I wonder if we might edit that wiki entry above (Style Guidelines: SCDocs · supercollider/supercollider Wiki · GitHub) to collect issues that are under consideration, even if we do not (yet) have a solid decision on it? That would give folks working on the help a list of things to pay attention to, even if the guidelines are still undecided. For instance, there are some thoughts (& some agreement, in fact) on line length/ where to introduce line breaks or empty lines in the discussion for @prko’s PR, but they were not terribly easy to find:

  • a line in a schelp file should contain only one sentence if the sentence is short;
  • to split a sentence into more than two lines if the sentence is long. In this case, comma, colon, semicolon, quotation marks and prepositions could be used as line separators

If the wiki entry had a section for something like “undecided issues”, “currently under discussion”, or “to be confirmed”, then at least contributors know where to look for a quick reminder.
I’m happy to do this, but am currently not yet sufficiently oriented within the project to even know who to ask for wiki permission. I think settling this would involve synthesizing/condensing a lot of what the discussion has already touched on.

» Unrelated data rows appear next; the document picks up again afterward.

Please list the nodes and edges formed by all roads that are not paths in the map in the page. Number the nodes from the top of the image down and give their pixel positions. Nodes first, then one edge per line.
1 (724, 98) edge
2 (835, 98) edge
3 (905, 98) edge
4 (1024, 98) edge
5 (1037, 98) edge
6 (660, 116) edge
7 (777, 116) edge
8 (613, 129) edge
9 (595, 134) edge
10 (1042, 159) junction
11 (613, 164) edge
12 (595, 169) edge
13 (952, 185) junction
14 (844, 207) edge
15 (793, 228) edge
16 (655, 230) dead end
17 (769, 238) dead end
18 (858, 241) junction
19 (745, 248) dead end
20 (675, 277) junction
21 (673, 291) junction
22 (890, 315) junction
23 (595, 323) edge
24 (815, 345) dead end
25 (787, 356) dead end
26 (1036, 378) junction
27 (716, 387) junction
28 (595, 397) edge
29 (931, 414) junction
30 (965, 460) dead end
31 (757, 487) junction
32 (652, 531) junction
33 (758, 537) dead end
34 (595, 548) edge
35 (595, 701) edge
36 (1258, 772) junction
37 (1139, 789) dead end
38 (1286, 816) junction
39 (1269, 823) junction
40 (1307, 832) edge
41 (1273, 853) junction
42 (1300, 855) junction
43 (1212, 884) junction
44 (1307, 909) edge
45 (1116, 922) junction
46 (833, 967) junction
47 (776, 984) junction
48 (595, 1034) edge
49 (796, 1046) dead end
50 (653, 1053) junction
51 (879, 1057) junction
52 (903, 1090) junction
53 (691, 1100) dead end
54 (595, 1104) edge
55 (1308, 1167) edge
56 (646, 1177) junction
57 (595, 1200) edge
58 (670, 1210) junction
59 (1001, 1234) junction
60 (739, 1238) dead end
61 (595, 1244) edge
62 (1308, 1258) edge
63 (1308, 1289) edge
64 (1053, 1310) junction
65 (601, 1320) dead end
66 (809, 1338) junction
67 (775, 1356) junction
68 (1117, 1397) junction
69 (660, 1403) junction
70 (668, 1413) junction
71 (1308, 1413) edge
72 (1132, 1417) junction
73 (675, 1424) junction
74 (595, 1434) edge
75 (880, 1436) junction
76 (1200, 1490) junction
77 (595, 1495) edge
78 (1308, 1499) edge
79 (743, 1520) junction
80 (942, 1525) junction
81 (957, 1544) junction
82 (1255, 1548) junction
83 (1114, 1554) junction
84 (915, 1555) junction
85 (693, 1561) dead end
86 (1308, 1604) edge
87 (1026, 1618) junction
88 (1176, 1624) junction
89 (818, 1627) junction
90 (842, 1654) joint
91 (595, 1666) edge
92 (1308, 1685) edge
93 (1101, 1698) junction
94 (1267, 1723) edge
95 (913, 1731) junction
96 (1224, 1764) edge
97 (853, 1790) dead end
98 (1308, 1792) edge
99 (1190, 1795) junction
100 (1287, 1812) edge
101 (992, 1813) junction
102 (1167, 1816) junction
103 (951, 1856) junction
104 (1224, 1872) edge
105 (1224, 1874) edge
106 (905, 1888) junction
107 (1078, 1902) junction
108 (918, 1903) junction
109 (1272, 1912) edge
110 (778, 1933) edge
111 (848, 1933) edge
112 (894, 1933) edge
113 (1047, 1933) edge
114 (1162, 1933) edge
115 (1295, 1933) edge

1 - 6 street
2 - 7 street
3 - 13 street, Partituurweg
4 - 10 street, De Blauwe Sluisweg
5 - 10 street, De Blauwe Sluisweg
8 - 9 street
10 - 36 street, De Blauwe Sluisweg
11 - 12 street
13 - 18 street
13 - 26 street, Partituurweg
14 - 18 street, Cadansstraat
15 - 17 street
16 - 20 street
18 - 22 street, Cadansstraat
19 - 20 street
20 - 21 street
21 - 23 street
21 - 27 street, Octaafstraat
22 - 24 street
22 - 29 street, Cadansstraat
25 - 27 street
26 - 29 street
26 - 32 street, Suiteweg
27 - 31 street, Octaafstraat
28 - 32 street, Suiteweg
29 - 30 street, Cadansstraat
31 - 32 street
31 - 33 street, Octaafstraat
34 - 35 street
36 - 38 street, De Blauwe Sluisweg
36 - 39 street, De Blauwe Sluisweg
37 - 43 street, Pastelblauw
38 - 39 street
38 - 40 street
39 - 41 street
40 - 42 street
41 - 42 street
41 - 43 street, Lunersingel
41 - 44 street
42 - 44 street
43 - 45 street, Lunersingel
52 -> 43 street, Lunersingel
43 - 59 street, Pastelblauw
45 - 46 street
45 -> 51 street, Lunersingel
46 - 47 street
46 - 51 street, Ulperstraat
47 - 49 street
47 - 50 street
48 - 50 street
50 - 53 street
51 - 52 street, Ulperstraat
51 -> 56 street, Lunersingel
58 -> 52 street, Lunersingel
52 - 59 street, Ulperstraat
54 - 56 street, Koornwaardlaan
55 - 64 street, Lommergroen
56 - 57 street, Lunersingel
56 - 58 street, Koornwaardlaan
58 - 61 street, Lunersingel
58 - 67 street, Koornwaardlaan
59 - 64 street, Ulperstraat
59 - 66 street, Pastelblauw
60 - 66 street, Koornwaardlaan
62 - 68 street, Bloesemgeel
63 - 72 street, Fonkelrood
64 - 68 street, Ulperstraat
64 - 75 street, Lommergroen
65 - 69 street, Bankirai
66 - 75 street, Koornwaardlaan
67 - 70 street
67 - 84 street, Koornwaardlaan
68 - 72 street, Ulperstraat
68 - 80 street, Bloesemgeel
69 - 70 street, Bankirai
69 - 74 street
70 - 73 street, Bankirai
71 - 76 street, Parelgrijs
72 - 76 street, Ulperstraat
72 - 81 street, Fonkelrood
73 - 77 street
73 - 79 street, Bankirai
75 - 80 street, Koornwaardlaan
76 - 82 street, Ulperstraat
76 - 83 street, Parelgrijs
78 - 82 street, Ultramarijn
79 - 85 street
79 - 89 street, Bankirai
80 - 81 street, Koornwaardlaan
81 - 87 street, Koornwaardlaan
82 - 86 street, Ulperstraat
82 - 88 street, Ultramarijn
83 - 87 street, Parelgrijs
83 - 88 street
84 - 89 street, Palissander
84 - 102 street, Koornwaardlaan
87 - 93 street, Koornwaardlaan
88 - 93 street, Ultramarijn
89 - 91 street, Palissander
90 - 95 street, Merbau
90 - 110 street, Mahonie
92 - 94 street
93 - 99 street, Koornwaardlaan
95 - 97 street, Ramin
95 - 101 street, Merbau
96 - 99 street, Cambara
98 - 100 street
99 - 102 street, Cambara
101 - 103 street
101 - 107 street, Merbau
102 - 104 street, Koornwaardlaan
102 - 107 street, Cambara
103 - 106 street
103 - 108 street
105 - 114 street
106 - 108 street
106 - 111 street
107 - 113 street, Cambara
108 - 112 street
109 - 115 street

Finally, I wonder if it is conceivable to simply adopt the documentary style guidelines of some other project so we don’t have to rethink everything… e.g., docs for python libraries (matplotlib, numpy, etc.) look pretty unified to me, but that’s just what I know.

Agreed – IMO (personal opinion), balance is an important consideration.

If style guidelines are too strict, it can drive away volunteer contributors (“c’mon, I was just trying to help”). For instance, if I see a bug in the C++ sources and I know how to fix it, I personally will think twice about putting in the PR myself, because lint checking for C++ changes is very strict, e.g. (actual example) –

// this is not OK
    if(std::isinf(beats)) return beats;

// this is also not OK!
// but it's slightly more OK
    if(std::isinf(beats))
        return beats;

// this is OK
    if (std::isinf(beats))
        return beats;

… where I have to admit (perhaps I just don’t know enough C++) that I don’t see a massive improvement between “not OK” and “OK” there. Minor improvement, yes, but is it worth irritating a contributor over a space and a line break, when the initially submitted version is perfectly readable?

If they are too loose, then it could impact readability – a free-for-all would also be a bad thing.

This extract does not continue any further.